If there had not been here such a disproportion of moral and physical powers, if there had only been a Daun at the head of the French army, then the Prussian position might have shown its efficacy by a most brilliant result. To pass it by was quite impossible; that was acknowledged by Buonaparte, by his resolution to attack it; in severing from it the line of retreat even Buonaparte himself did not completely succeed, and if the disproportion in physical and moral relations had not been quite so great, that would have been just as little practicable as the passing it by, for the Prussian army was in much less danger from its left wing being overpowered than the French army would have been by the defeat of their left wing. Even with the disproportion of physical and moral power as it existed, a resolute and sagacious exercise of the command would still have given great hopes of a victory. There was nothing to prevent the Duke of Brunswick from making arrangements on the 13th, so that on the morning of the 14th, at day-break, he might have opposed 80,000 men to the 60,000 with which Buonaparte passed the Saal, near Jena and Dornburg.

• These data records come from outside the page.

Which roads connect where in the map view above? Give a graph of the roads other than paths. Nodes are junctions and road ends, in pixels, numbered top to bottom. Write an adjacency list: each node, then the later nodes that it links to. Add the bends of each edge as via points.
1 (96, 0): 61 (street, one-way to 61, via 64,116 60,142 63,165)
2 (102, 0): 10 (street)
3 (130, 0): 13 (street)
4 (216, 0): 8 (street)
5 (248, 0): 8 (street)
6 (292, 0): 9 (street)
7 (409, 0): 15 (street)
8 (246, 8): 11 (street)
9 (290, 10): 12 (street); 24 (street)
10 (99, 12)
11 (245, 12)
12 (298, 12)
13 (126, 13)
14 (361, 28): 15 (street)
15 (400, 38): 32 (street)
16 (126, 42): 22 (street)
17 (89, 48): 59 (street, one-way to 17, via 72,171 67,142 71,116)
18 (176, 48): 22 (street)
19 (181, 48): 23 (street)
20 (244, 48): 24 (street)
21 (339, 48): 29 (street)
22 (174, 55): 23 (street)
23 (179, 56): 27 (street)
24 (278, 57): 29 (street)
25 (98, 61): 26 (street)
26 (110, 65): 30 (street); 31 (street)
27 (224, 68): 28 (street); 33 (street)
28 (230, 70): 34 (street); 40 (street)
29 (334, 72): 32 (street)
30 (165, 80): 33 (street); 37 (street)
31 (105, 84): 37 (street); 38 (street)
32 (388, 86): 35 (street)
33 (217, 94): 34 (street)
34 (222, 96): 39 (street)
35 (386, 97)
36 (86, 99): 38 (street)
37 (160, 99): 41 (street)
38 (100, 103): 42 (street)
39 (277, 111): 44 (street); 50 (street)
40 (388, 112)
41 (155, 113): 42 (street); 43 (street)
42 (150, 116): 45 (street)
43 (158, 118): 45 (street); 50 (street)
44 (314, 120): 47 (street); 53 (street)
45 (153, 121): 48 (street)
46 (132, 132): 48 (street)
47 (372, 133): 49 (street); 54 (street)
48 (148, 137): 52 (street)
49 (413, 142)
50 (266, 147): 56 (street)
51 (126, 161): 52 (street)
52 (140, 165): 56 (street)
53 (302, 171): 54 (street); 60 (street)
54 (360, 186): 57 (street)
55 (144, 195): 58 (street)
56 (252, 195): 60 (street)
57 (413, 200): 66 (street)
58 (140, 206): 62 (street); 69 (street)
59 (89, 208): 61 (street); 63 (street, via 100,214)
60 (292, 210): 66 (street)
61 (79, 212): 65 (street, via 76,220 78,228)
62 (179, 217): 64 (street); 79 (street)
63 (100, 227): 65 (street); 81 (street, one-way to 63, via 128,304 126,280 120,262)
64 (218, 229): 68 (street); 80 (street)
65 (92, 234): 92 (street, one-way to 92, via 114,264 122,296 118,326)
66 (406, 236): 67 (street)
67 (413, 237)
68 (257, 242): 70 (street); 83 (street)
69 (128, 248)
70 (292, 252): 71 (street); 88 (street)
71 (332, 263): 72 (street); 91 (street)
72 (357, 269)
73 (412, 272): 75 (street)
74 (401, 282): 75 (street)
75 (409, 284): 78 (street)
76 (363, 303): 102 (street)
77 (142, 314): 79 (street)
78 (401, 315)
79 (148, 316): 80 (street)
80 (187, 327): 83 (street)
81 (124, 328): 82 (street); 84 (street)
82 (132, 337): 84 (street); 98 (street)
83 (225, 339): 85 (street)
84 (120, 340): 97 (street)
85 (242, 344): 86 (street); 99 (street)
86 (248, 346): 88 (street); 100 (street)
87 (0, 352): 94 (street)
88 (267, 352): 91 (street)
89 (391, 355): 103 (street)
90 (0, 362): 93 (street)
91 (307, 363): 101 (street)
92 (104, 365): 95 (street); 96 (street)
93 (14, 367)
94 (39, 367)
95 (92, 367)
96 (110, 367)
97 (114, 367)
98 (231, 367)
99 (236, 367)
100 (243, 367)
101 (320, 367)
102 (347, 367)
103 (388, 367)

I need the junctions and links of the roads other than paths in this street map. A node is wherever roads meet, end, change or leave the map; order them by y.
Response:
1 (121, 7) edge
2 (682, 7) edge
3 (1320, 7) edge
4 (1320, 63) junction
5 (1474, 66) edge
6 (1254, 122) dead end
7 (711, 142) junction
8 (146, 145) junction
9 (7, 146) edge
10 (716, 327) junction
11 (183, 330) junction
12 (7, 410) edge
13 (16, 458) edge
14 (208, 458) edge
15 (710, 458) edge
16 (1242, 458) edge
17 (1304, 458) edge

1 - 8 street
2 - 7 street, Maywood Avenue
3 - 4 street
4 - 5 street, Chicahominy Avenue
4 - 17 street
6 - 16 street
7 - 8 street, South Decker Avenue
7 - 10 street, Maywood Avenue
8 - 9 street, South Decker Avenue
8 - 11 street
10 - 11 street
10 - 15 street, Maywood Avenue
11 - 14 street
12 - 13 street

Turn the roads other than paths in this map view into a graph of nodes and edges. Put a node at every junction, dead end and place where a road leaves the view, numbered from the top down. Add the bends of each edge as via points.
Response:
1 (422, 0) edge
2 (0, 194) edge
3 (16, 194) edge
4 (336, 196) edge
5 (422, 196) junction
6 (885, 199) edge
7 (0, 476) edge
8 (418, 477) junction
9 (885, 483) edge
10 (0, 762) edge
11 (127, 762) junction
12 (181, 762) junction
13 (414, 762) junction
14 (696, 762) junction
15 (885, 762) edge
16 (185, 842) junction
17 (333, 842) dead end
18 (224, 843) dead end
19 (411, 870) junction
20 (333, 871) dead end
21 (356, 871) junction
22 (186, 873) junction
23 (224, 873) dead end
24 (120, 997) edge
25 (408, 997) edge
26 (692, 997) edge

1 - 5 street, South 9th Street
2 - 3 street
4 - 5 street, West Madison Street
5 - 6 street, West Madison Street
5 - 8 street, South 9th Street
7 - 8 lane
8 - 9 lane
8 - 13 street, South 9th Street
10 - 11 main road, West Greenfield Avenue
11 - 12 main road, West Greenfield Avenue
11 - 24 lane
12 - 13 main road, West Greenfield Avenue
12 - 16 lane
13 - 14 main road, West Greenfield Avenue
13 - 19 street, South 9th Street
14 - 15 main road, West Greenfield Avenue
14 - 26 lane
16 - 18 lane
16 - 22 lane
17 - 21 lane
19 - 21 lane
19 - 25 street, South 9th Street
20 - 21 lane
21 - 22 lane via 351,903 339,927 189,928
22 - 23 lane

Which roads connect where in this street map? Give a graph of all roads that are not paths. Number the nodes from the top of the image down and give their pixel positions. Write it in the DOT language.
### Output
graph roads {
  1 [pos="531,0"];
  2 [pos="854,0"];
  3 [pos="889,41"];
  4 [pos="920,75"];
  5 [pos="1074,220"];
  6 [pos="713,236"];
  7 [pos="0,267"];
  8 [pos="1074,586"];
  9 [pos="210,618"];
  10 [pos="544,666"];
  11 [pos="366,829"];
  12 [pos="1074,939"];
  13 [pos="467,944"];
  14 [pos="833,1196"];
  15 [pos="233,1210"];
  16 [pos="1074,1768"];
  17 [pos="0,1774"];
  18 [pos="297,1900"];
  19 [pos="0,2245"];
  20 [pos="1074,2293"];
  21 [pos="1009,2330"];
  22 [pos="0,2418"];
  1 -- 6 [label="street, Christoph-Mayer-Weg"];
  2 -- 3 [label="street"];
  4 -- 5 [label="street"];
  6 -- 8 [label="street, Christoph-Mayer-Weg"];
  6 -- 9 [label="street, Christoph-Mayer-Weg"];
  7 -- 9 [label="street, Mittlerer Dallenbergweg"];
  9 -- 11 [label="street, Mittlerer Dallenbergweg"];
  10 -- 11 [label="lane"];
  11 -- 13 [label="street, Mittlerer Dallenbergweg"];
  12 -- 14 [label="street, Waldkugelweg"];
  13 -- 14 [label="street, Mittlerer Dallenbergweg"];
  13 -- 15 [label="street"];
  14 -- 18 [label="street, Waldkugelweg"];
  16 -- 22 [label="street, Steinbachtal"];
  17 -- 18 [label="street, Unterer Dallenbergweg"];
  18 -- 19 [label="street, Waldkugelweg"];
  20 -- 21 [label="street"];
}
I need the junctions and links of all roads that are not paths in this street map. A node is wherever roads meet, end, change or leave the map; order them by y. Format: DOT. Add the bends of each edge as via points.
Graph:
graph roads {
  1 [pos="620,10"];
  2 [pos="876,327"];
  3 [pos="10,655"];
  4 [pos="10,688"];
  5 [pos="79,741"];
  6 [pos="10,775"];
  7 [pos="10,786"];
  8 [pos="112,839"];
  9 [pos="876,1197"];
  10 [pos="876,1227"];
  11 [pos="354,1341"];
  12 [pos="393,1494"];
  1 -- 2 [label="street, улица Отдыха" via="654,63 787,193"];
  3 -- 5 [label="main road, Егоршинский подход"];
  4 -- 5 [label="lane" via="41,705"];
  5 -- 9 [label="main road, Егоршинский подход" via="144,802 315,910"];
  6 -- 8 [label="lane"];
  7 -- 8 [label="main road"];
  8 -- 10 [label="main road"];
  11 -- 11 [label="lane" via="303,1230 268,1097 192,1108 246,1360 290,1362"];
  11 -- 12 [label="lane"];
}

Had even this superiority in numbers, and the steep valley of the Saal behind the French not been sufficient to procure a decisive victory, still it was a fortunate concurrence of circumstances, and if with such advantages no successful decision could be gained, no decision was to be expected in that district of country; and we should, therefore, have retreated further, in order to gain reinforcements and weaken the enemy.

The Prussian position on the Saal, therefore, although assailable, might have been regarded as a flank position in respect to the great road through Hof; but like every position which can be attacked, that property is not to be attributed to it absolutely, because it would only have become so if the enemy had not attempted to attack it.

Still less would it bespeak a clear idea if those positions which cannot be maintained after the enemy has passed by them, and from which, in consequence of that, the defensive seeks to attack the assailant's flank, were called flank positions merely because his attack is directed against a flank; for this flank attack has hardly anything to do with the position itself, or, at least, is not mainly produced by its properties, as is the case in the action against a strategic flank.

It appears from this that there is nothing new to establish with regard to the properties of a flank position. A few words only on the character of the measure may properly be introduced here; we set aside, however, completely strong positions in the true sense, as we have said enough about them already.

A flank position which is not assailable is an extremely efficacious instrument, but certainly just on that account a dangerous one. If the assailant is checked by it, then we have obtained a great effect by a small expenditure of force; it is the pressure of the finger on the long lever of a sharp bit. But if the effect is too insignificant, if the assailant is not stopped, then the defensive has more or less imperilled his retreat, and must seek to escape either in haste and by a detour—consequently under very unfavourable circumstances, or he is in danger of being compelled to fight without any line of retreat being open to him. Against a bold adversary, having the moral superiority, and seeking a decisive solution, this means is therefore extremely hazardous and entirely out of place, as shown by the example of 1806 above quoted. On the other hand, when used against a cautious opponent in a war of mere observation, it may be reckoned one of the best means which the defensive can adopt. The Duke Ferdinand's defence of the Weser by his position on the left bank, and the well-known positions of Schmotseifen and Landshut are examples of this; only the latter, it is true, by the catastrophe which befell Fouque's corps in 1760, also shows the danger of a false application.